The use of laparoscopy in this setting is at odds with other aspects of practice. Whilst laparoscopy has become the preferred approach for appendicitis13, and is used for a range of acute presentations 14,15, this has not been the case in acute hernia surgery. In fact, the rate may be as low as 3%4. This is despite the existence of guidance encouraging the use of laparoscopy8, and recent meta-analyses showing the potential safety of this approach16. Other potential benefits of this include reducing SSI at the hernia site, which may in turn reduce recurrence.

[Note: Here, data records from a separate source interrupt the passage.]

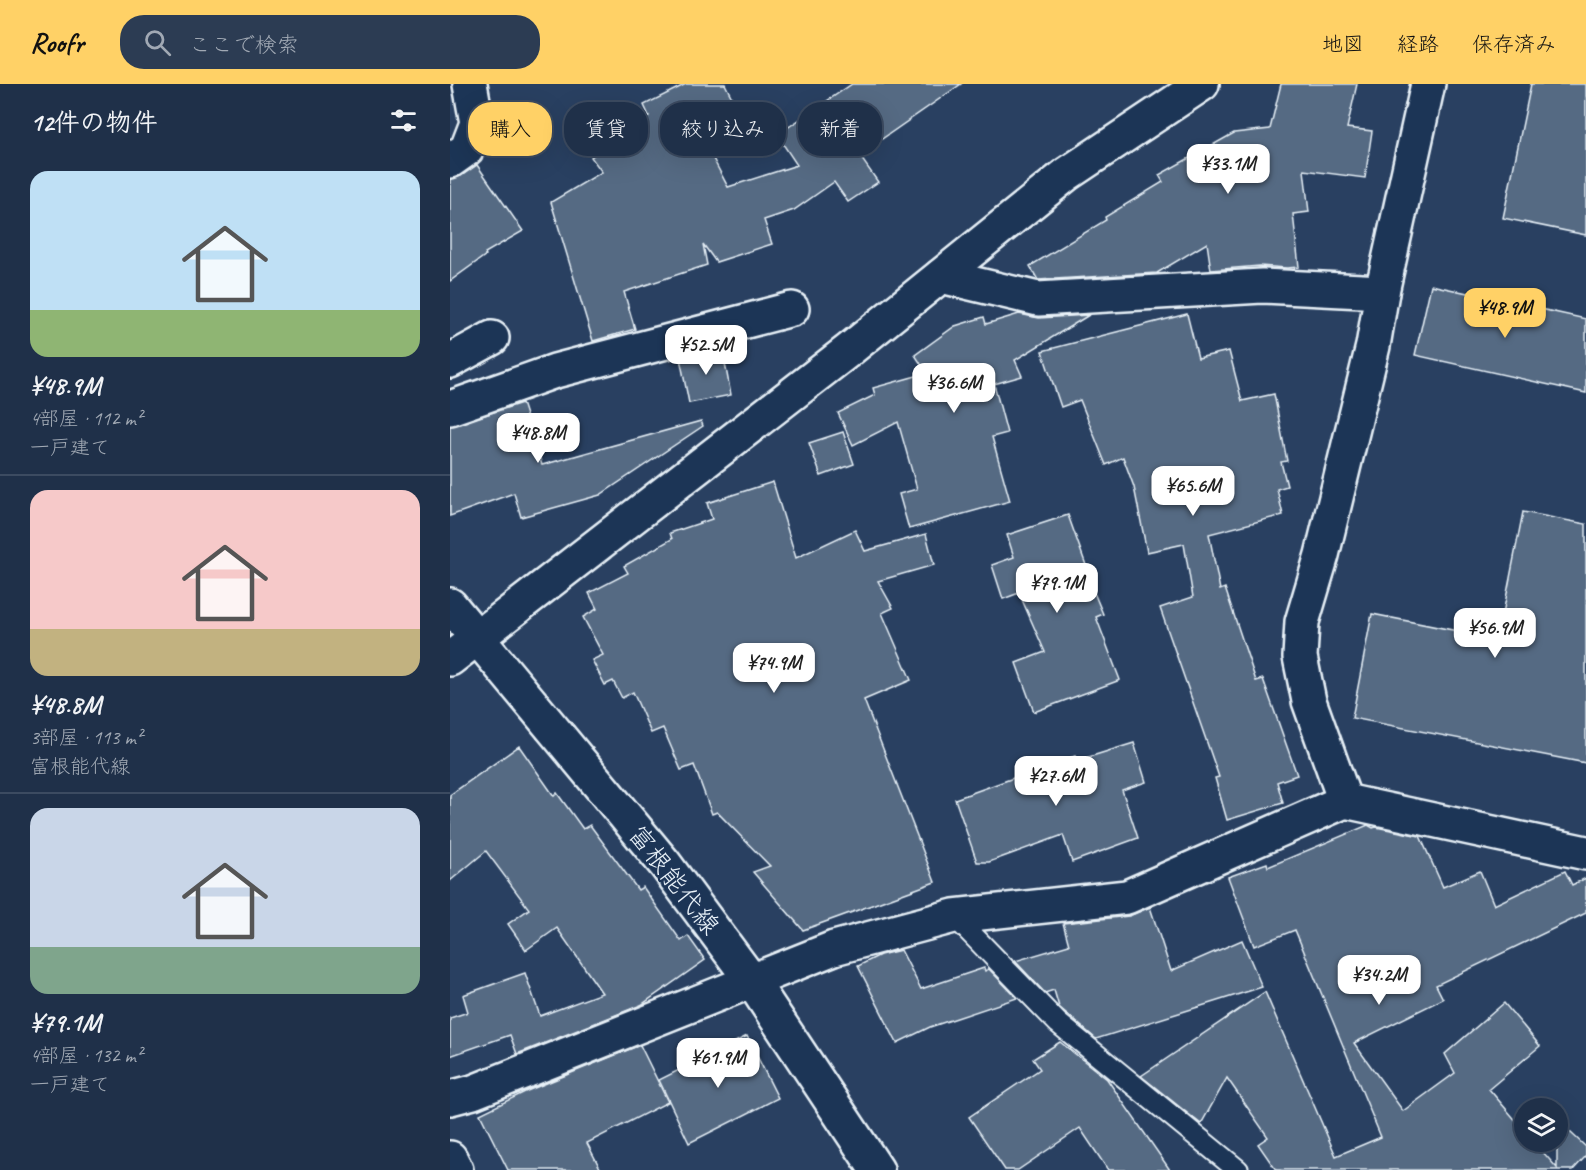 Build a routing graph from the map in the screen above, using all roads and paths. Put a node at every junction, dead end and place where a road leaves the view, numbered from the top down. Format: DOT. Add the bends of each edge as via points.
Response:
graph roads {
  1 [pos="470,84"];
  2 [pos="1202,84"];
  3 [pos="1428,84"];
  4 [pos="450,161"];
  5 [pos="941,276"];
  6 [pos="1382,292"];
  7 [pos="792,309"];
  8 [pos="492,338"];
  9 [pos="450,361"];
  10 [pos="450,408"];
  11 [pos="450,605"];
  12 [pos="479,638"];
  13 [pos="450,659"];
  14 [pos="1345,801"];
  15 [pos="1586,853"];
  16 [pos="954,916"];
  17 [pos="751,981"];
  18 [pos="450,1098"];
  19 [pos="450,1158"];
  20 [pos="456,1170"];
  21 [pos="877,1170"];
  22 [pos="1238,1170"];
  1 -- 4 [label="street" via="477,123 467,149"];
  2 -- 5 [label="street" via="1067,174"];
  3 -- 6 [label="street"];
  5 -- 6 [label="street" via="1038,299 1262,286"];
  5 -- 12 [label="street"];
  6 -- 14 [label="street" via="1373,346 1302,622 1300,657 1309,701"];
  7 -- 10 [label="street" via="555,371"];
  8 -- 9 [label="street"];
  11 -- 12 [label="street, 富根能代線"];
  12 -- 13 [label="street"];
  12 -- 17 [label="street, 富根能代線" via="665,864"];
  14 -- 15 [label="street"];
  14 -- 16 [label="street" via="1127,897"];
  16 -- 17 [label="street" via="834,948"];
  16 -- 22 [label="lane" via="1058,1023"];
  17 -- 18 [label="street"];
  17 -- 21 [label="street, 富根能代線"];
  19 -- 20 [label="street"];
}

The reason for slow take up of minimally invasive surgery in acute hernia may be multifactorial. Surgeons may wish to avoid making additional defects in an abdominal wall which has already demonstrated hernia, risking further problems. There may also be issues around training. It is thought that the learning curve may pose a challenge, although this may be mitigated by a generally high level of laparoscopic skills17. It may also be linked to exposure and volume of experience in repairs. A survey of UK practice found that in the acute setting, a laparoscopic repair of an umbilical hernia was preferred by 8% of specialist hernia surgeons, but only 4% of general surgeons. Similarly, 22% and 7% respectively would offer laparoscopic management of acute groin hernia presentations10. Thus, even experienced hernia surgeons prefer open surgery for incarcerated hernia repair. This also poses a further question for the delivery of acute hernia care; outcomes for emergency laparotomy have been shown to differ according to specialty of the treating surgeon18. Does this implication extend to emergency hernia surgery, and if so, is there a role for an acute hernia specialty on call?

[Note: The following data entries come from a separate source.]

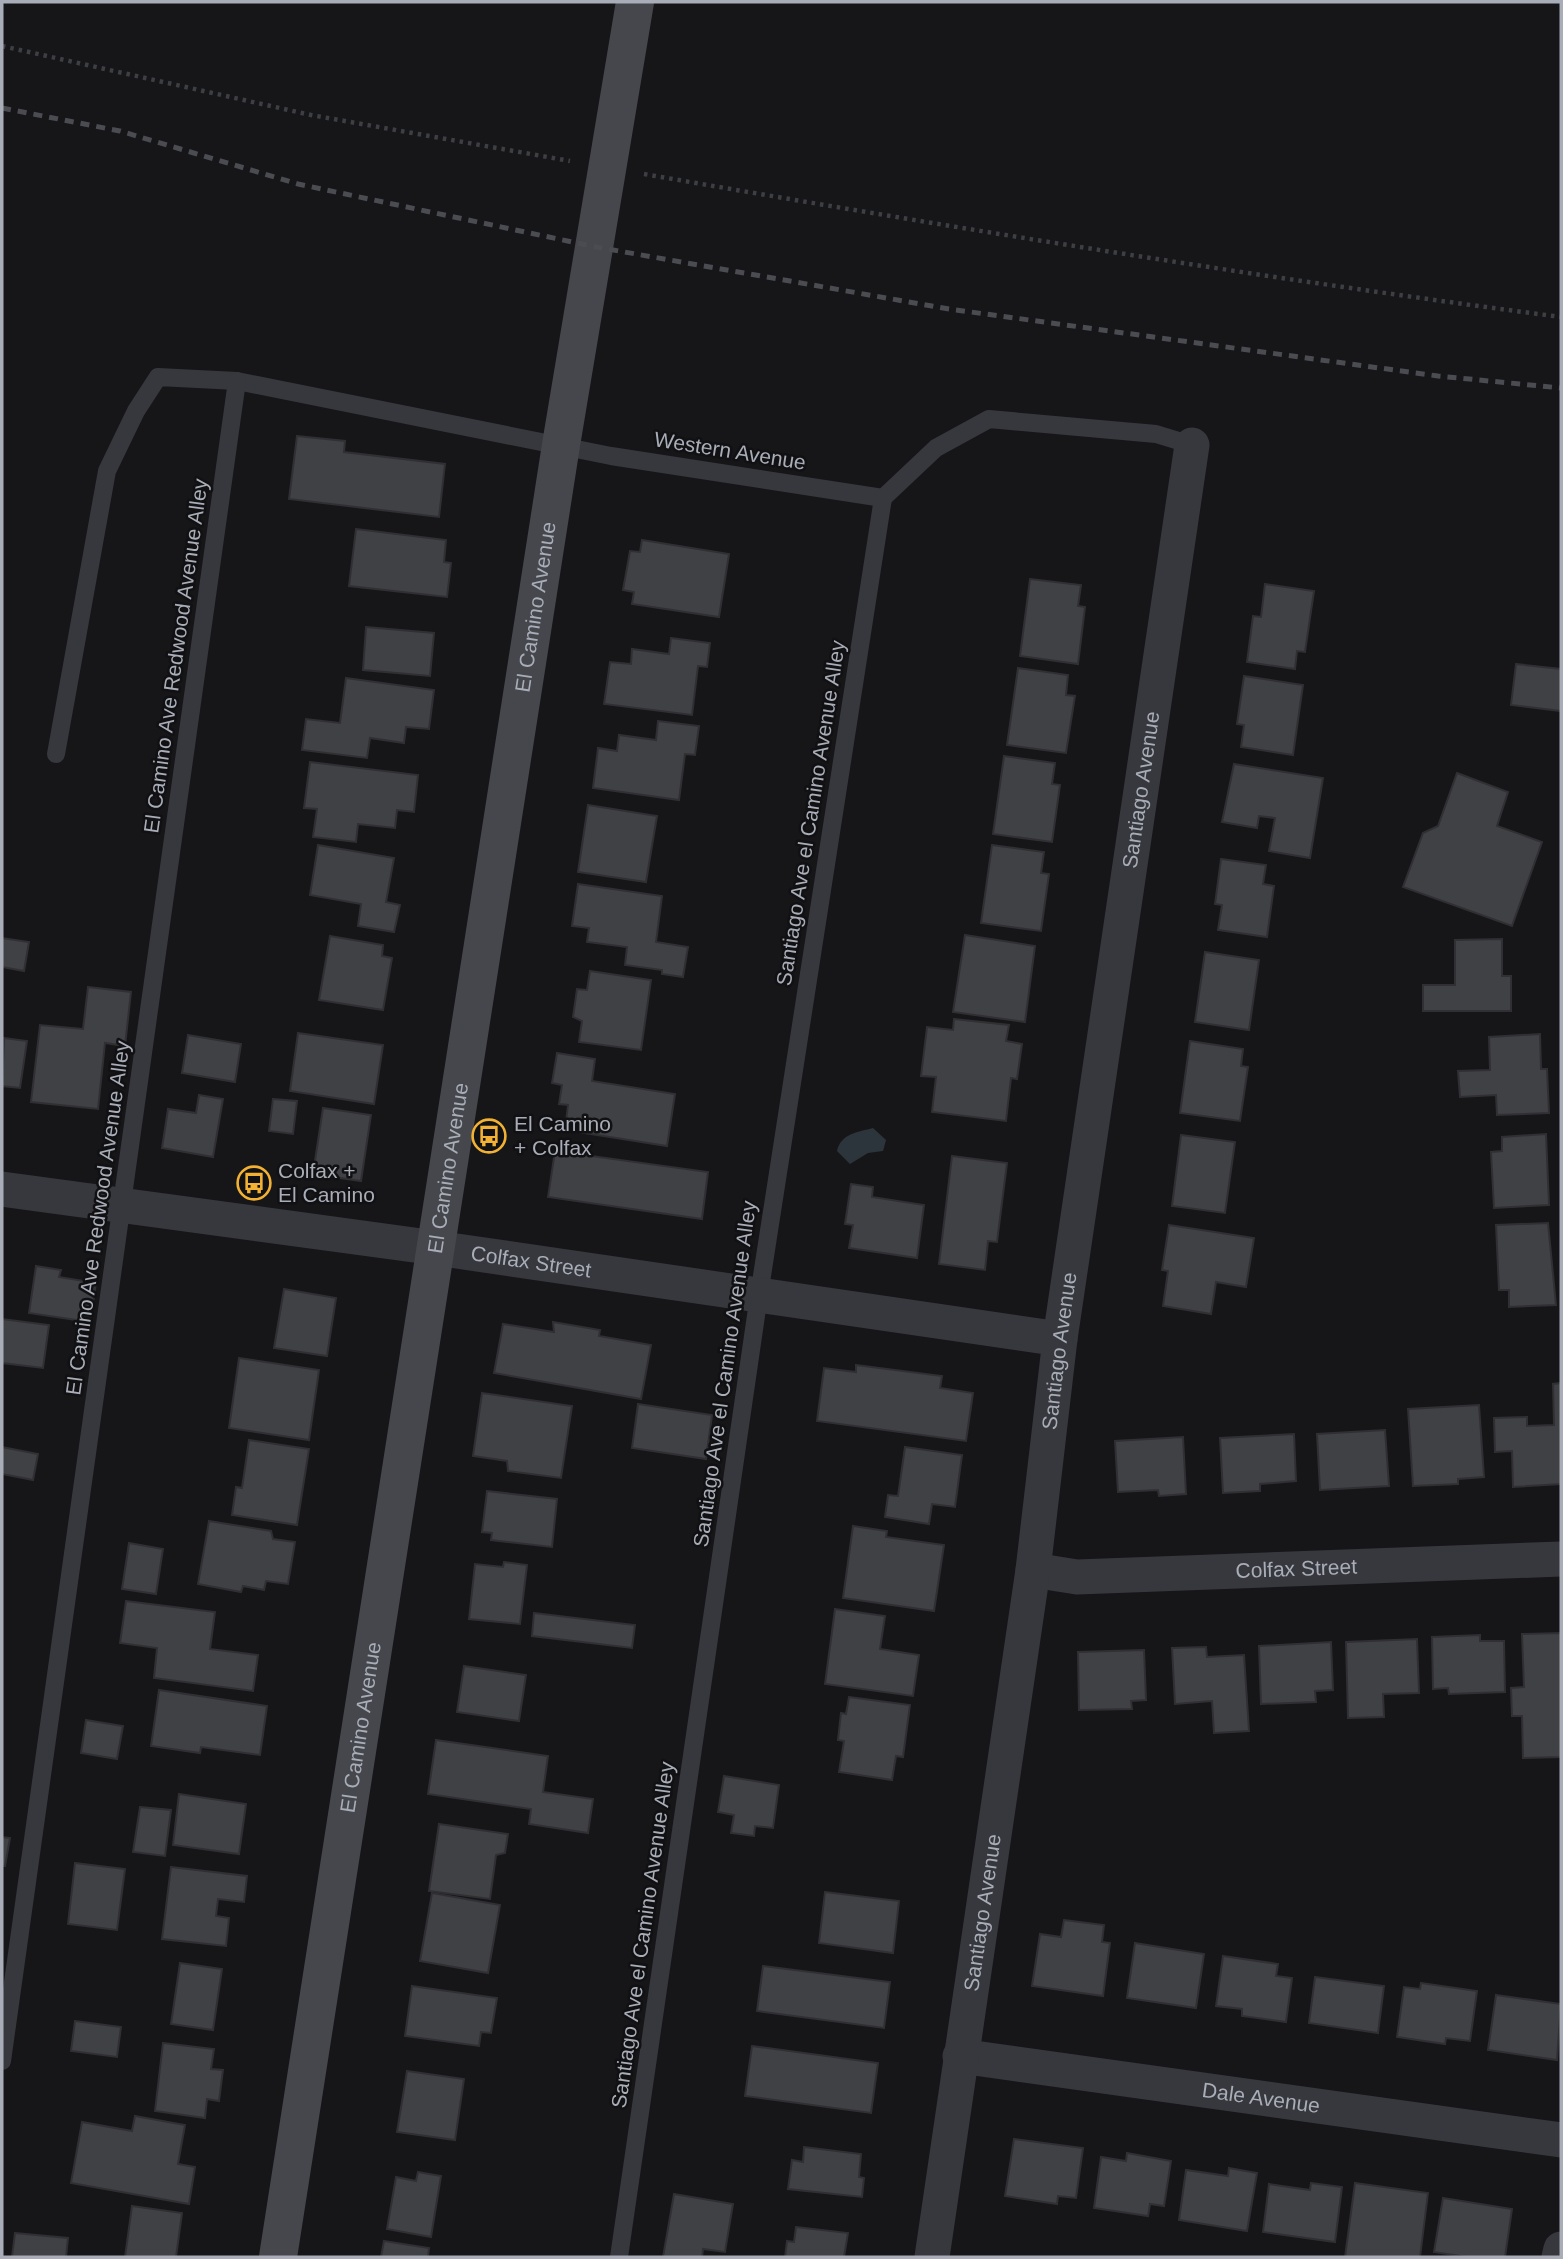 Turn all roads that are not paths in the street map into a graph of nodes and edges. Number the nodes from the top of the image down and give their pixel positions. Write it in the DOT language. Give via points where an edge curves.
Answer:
graph roads {
  1 [pos="635,2"];
  2 [pos="237,381"];
  3 [pos="561,445"];
  4 [pos="1192,445"];
  5 [pos="883,498"];
  6 [pos="56,754"];
  7 [pos="2,1189"];
  8 [pos="123,1204"];
  9 [pos="436,1248"];
  10 [pos="759,1296"];
  11 [pos="1060,1339"];
  12 [pos="1561,1559"];
  13 [pos="1033,1570"];
  14 [pos="960,2056"];
  15 [pos="2,2061"];
  16 [pos="1561,2140"];
  17 [pos="1561,2249"];
  18 [pos="278,2257"];
  19 [pos="619,2257"];
  20 [pos="932,2257"];
  21 [pos="1559,2257"];
  1 -- 3 [label="main road, El Camino Avenue"];
  2 -- 3 [label="lane, Western Avenue"];
  2 -- 6 [label="lane, Western Avenue" via="158,377 118,447 107,471"];
  2 -- 8 [label="lane, El Camino Ave Redwood Avenue Alley"];
  3 -- 5 [label="lane, Western Avenue"];
  3 -- 9 [label="main road, El Camino Avenue"];
  4 -- 5 [label="lane" via="1156,434 989,419 936,448"];
  4 -- 11 [label="street, Santiago Avenue"];
  5 -- 10 [label="lane, Santiago Ave el Camino Avenue Alley"];
  7 -- 8 [label="street, Colfax Street"];
  8 -- 9 [label="street, Colfax Street"];
  8 -- 15 [label="lane, El Camino Ave Redwood Avenue Alley"];
  9 -- 10 [label="street, Colfax Street"];
  9 -- 18 [label="main road, El Camino Avenue"];
  10 -- 11 [label="street, Colfax Street"];
  10 -- 19 [label="lane, Santiago Ave el Camino Avenue Alley"];
  11 -- 13 [label="street, Santiago Avenue"];
  12 -- 13 [label="street, Colfax Street" via="1077,1577"];
  13 -- 14 [label="street, Santiago Avenue"];
  14 -- 16 [label="street, Dale Avenue"];
  14 -- 20 [label="street, Santiago Avenue"];
  17 -- 21 [label="street"];
}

Finally, it is difficult to ignore the rise of the robot as a minimally invasive platform. There is potentially no major difference in outcomes between robot and laparoscopic repair in the elective setting19,20. However, the improved ergonomics of a robotic platform may facilitate easier minimally invasive repair of hernia. Institutions have already reported favourable outcomes of the robotic approach in the emergency setting21. As robotic platforms and associated skill-sets become more widespread, standard approaches to acute hernia may change.

Longer term follow-up

As with many studies focused on acute events, follow-up tends to terminate within 30 or 90 days. For outcome measures such as recurrence, the follow-up period may need to be measured in years for accurate measurement22. Linked to this is the need for longer term data on outcomes such as quality of life and function after emergency hernia repair.  Available studies include relatively small numbers with follow-up for at least 2 years and report complications, but no patient reported data23,24. As recurrence and quality of life are two important outcomes, it is frustrating that these are not better reported.

The frail patient

There may be some uncertainty around the management of the frail patient, particularly when they may have previously declined, or been declined, an elective hernia repair. When attending hospital with an acutely symptomatic hernia they are likely to be below their physiological baseline. The first consideration is whether they should be offered a repair in what is now a high risk situation. Recent data suggests that the majority of people would be offered a repair in this situation4. This may require the procedure to be performed under local or regional anaesthesia, and the associated challenges of reducing a viscus to a cavity under pressure and repeated intrusion of bowel back into the surgical site.

Summary

The current knowledge base can inform practice with varying degrees of certainty. It is clear that acute hernia presentations are common, and can lead to death in up to 1 in 20 cases. There is no real consensus on the ‘best’ repair, with advocates of different techniques and approaches providing reasonable grounding for each. At present, treatment should be tailored to the patient and the type of hernia, with the choice of suture or mesh, open or laparoscopic repair defined by the skills of the surgeon, and the need to avoid harm to the patient. This is clearly an area ripe for future research.